Federal grant supports Minot State Psychology students
MINOT, N.D. (KMOT) – Minot State University’s school psychology program has received a $4.3 million grant from the Department of Education.
The series of events that leads someone to decide where to plant their career goals is unpredictable.
Taylor Smock, a first-year graduate student at Minot State, has a family loosely connected to the field. Her dad was a special ed teacher, for example.
“I was like, ‘What is school psychology?’ Then I got into it and I was like, ‘Oh, this looks really interesting,’” said Smock.
Another student said they got advice from an aunt who works as a school psychologist in Grand Forks schools.

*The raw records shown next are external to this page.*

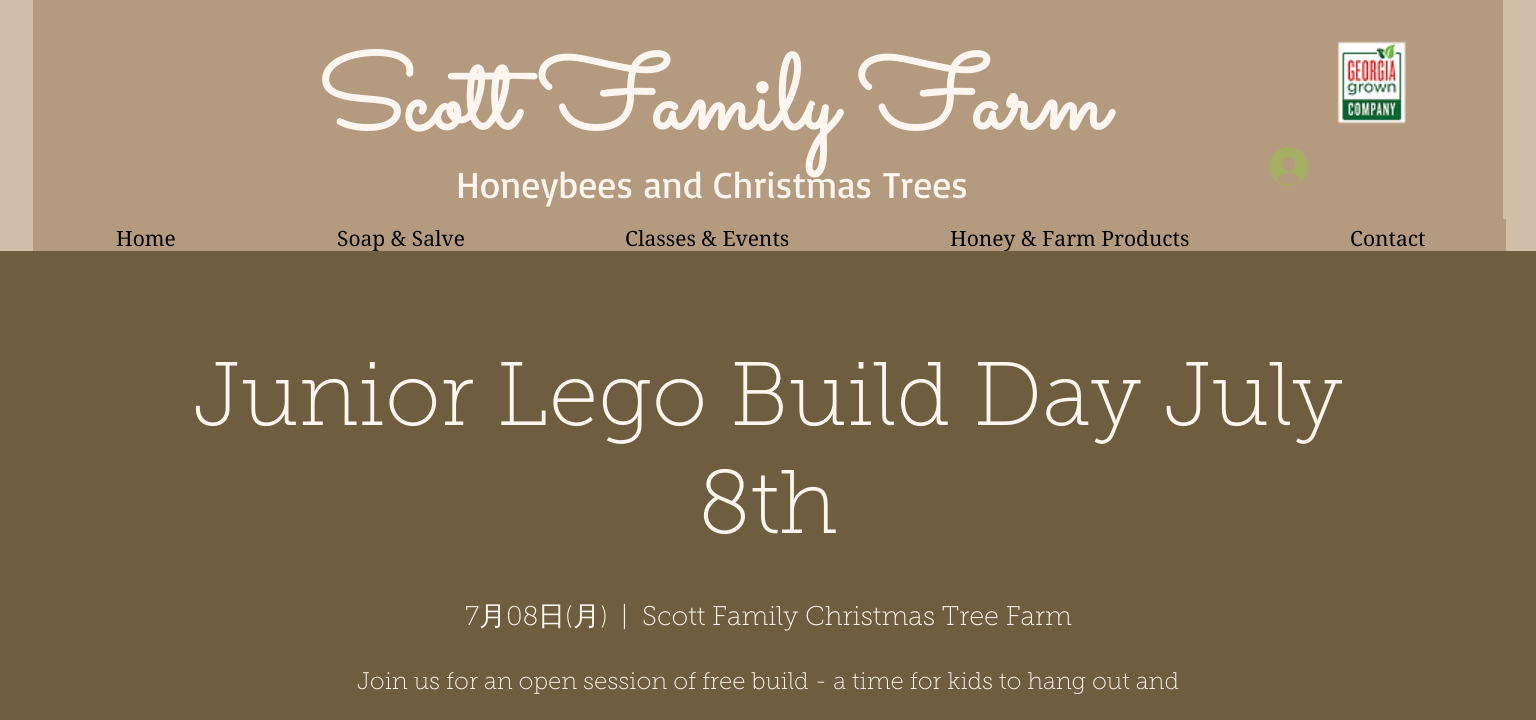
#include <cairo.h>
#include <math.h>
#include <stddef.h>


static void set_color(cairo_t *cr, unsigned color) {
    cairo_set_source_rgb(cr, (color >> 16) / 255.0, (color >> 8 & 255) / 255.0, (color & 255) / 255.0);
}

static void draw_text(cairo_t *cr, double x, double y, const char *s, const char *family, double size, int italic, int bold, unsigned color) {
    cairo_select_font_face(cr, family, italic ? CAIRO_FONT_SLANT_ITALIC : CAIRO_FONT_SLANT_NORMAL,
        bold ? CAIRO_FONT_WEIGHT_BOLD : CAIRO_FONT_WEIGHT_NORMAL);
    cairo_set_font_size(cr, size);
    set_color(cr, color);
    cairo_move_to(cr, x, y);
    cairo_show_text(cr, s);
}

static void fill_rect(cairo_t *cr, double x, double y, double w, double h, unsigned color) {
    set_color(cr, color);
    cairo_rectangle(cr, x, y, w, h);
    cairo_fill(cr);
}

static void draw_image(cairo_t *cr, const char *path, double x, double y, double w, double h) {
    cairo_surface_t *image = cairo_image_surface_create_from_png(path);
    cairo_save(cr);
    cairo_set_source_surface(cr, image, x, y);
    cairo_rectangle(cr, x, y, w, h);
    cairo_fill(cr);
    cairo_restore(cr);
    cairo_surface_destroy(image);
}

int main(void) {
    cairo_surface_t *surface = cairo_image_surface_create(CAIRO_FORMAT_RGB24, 1536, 720);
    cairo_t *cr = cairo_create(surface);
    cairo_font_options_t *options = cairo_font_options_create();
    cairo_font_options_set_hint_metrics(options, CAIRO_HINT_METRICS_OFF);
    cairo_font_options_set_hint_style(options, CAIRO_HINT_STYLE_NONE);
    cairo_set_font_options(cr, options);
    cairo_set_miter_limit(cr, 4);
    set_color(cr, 0xD1BEA9);
    cairo_paint(cr);
    fill_rect(cr, 33, 0, 1470, 251, 0xB49B7F);
    draw_text(cr, 317, 129, "Scott Family Farm", "Sacramento", 105, 0, 1, 0xFDF6F0);
    draw_text(cr, 456, 198, "Honeybees and Christmas Trees", "Basic", 37.5, 0, 0, 0xFDF6F0);
    draw_image(cr, "assets/img1.png", 1269, 147, 39, 39);
    draw_image(cr, "assets/img2.png", 1337, 41, 69, 83);
    fill_rect(cr, 1503, 219, 3, 32, 0xB49B7F);
    draw_text(cr, 116, 246, "Home", "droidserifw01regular", 21, 0, 0, 0x000000);
    draw_text(cr, 337, 246, "Soap & Salve", "droidserifw01regular", 21, 0, 0, 0x000000);
    draw_text(cr, 625, 246, "Classes & Events", "droidserifw01regular", 21, 0, 0, 0x000000);
    draw_text(cr, 950, 246, "Honey & Farm Products", "droidserifw01regular", 21, 0, 0, 0x000000);
    draw_text(cr, 1350, 246, "Contact", "droidserifw01regular", 21, 0, 0, 0x000000);
    fill_rect(cr, 0, 251, 1536, 469, 0x6E5D3E);
    draw_text(cr, 193, 425, "Junior Lego Build Day July", "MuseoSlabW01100 Thin", 90, 0, 0, 0xFDF6F0);
    draw_text(cr, 698, 533, "8th", "MuseoSlabW01100 Thin", 90, 0, 0, 0xFDF6F0);
    draw_text(cr, 465, 625, "7", "MuseoSlabW01100 Thin", 27, 0, 0, 0xFDF6F0);
    draw_text(cr, 479, 625, "月", "WenQuanYi Zen Hei Medium", 27, 0, 0, 0xFDF6F0);
    draw_text(cr, 506, 625, "08", "MuseoSlabW01100 Thin", 27, 0, 0, 0xFDF6F0);
    draw_text(cr, 538, 625, "日", "WenQuanYi Zen Hei Medium", 27, 0, 0, 0xFDF6F0);
    draw_text(cr, 565, 625, "(", "MuseoSlabW01100 Thin", 27, 0, 0, 0xFDF6F0);
    draw_text(cr, 573, 625, "月", "WenQuanYi Zen Hei Medium", 27, 0, 0, 0xFDF6F0);
    draw_text(cr, 600, 625, ")", "MuseoSlabW01100 Thin", 27, 0, 0, 0xFDF6F0);
    draw_text(cr, 621, 625, "|", "MuseoSlabW01100 Thin", 27, 0, 0, 0xFDF6F0);
    draw_text(cr, 642, 625, "Scott Family Christmas Tree Farm", "MuseoSlabW01100 Thin", 27, 0, 0, 0xFDF6F0);
    draw_text(cr, 357, 689, "Join us for an open session of free build - a time for kids to hang out and", "MuseoSlabW01100 Thin", 24, 0, 0, 0xFDF6F0);
    cairo_surface_write_to_png(surface, "output.png");
    cairo_font_options_destroy(options);
    cairo_destroy(cr);
    cairo_surface_destroy(surface);
    return 0;
}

“She was like, ‘This is a good opportunity. I know you would do well. You’ll really excel in your courses. This is something you should really look into.’ I’m so glad I listened to her,” said Kandace Desjarlais, student.
Current and incoming students to the MSU school psychology program will get tuition, books, fees and other resources covered by this grant.
“It’s a wonderful thing and a difficult grant to get, too, which speaks to Dr. Craven’s work on that,” said Dr. Ethan Valentine, assistant psychology professor.
The grant includes childcare allowances and funding for training opportunities outside North Dakota.
“To be honest, it feels really good. Not only will I get to work with people on the reservation, like Native Americans on the reservation, which I’ve never done before; and going to NASP (National Association of School Psychologists),” said Smock.
The $4.3 million grant will be spread across five years to serve roughly 30 students.
Dr. Penny Craven, director of the school psychology program, said it has increased applications.
“The purpose was to really lift all barriers from students from diverse backgrounds and from low-income backgrounds,” said Craven.
Craven said there should be one psychologist for every 500 students, but as it stands there is currently one psychologist for every 1,700 students.
Once their schooling is over, recipients have a three-year service requirement at a North Dakota school in need of school psychologists.